Which does the job. Cool, heh?

PS. Wasn’t here a “preview” button?

I notice it was still April 1st in California thirteen hours ago but not in my timezone. ;)

Vasily, have you timed membar.cta performance to back the claim that dealing that one in for three other instructions would be a gain?

It’s still good to know though that accessing %clock is treated specially by ptxas. I used to put membar.cta around clock() calls where I didn’t bother to (closely) inspect the code, just in case.

Regarding the useless movs I still need to extract the testcase but I’ve seen some pretty weird behavior where totally unrelated changes would make ptxas emit good code instead - unfortunately connected with big penalties elsewhere though. Hope to get to that soon.

P.S.: There is a"postview" aka edit button that sometimes even works. I notice though that the forum tends to have problems with multiple [code] sections in one post.

Hm… that’s an interesting thought. I used to think that memory fences are very expensive, but that might be not the case anymore. Especially if that’s a fence across a thread block, not a global fence. Thanks for the pointer!

Possibly you don’t need to use inline assembly - __threadfence_block() should suffice.

It is common when totally unrelated changes improve quality of the code generated. I’ve seen this with both nvcc and gcc, I guess you should always expect that from a compiler.

Thanks for the __threadfence_block() pointer!
I used to think of the inline assembly more as asm volatile(“”): with an instruction inserted to extend it’s effect to beyond ptxas stage as well. But __threadfence_block() might have fewer effects on the cicc stage so switching between the two gives you an extra degree of freedom to influence code generation. And if they turn out to have the same effect, at least __threadfence_block() looks less appalling to people reading the code.

I also used to think that membar.cta is almost free. At least it was on CC 1.x, where it just compiled away apart from the code ordering enforcement. On higher CCs it has to wait for the cache so it’s probably somewhere between shmem latency and the latency of __syncthreads() (but only for that warp, not for the entire block!). Might be a latency - throughput tradeoff where reading clock() has lower latency but membar.cta / __threadfence_block() might have higher throughput.

Yes, i absolutely expect tiny and unrelated changes to possibly have a big influence on the generated code. Still in my case it proves that it is possible to generate better code. For a long time I had not pursued this problem anymore because I suspected there might be an undocumented property of the hardware preventing a speedup anyway. But now that I see that it is possible to generate better code, the motivation for investing the time to extract a testcase has jumped up again.
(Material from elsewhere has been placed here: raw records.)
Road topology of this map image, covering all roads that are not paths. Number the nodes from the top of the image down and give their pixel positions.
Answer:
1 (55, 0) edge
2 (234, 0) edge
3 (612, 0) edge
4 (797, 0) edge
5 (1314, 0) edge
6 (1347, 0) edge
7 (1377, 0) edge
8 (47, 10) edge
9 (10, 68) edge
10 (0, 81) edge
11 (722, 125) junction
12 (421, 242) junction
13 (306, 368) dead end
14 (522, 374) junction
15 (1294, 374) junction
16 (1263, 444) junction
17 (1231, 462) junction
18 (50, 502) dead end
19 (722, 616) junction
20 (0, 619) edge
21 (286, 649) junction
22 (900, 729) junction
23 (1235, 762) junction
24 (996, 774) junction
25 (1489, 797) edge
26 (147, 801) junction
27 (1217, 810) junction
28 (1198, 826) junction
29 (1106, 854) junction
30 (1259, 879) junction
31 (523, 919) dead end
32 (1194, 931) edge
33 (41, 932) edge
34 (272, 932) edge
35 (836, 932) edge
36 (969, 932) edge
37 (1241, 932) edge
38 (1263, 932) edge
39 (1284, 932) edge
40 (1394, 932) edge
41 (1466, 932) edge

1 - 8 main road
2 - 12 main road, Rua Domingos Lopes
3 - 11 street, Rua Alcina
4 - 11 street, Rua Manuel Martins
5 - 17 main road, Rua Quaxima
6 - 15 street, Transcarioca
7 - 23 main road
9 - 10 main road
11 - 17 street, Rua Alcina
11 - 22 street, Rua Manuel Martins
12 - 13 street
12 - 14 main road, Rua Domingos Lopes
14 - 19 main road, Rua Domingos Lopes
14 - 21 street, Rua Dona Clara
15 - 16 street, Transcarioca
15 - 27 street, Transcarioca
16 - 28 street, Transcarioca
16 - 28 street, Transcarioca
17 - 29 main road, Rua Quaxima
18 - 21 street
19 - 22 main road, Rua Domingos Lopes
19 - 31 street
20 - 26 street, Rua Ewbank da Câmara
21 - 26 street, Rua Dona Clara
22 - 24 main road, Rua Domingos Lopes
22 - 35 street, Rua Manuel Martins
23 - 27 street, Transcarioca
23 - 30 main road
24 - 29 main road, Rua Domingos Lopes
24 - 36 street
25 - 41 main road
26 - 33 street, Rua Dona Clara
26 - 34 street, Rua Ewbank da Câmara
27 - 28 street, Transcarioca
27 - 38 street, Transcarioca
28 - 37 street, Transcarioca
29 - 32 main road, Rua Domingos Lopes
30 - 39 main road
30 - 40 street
I was able to get 2x speedup from a trivial compute-intensive loop (running in a single warp) by reordering instructions and reducing effective instruction count. But this kind of compiler inefficiency matters a lot less when you’ve got tens of warps to keep feeding the ALUs. Memory loads are different, though. Last time I meddled with the PTX instruction prefetch I was convinced that prefetch was a fake instruction.

It’s been a year and half, looks like things haven’t improved much :(

I think it would be helpful if bugs were filed for such cases. Having applied lots of manual optimizations as well as worked closely with the compiler team from the very start of CUDA, I will caution that the incorporation of manually constructed trandformations into the compiler is often harder than one thinks, due to the following two scenarios:

(1) The manual optimization violates the C/C++ semantics in some aspect, or uses information not available to the compiler (such as knowledge about operand ranges). That is to say, the transformation is valid in specific contexts, but not generally.

(2) The manual transformation is valid under C/C++ semantics, but tends to help performance in some cases, while negatively impacting it in others. Unless a good heuristic (fairly accurate and cheap to compute from information available at compile time; compile time must be kept reasonable) can be constructed for triggering the transformation, knowledge of the transformation is not helpful.

Hi Hyqneuron, thanks for joining in!

I’ve never been able to achieve good results with prefetch either. It has been much more effective to keep the value in a register until it is used. The compiler seems to actively work against this though by needlessly moving the prefetched value between registers, producing bogus dependencies on the way. I really have to finish my bug report on that one.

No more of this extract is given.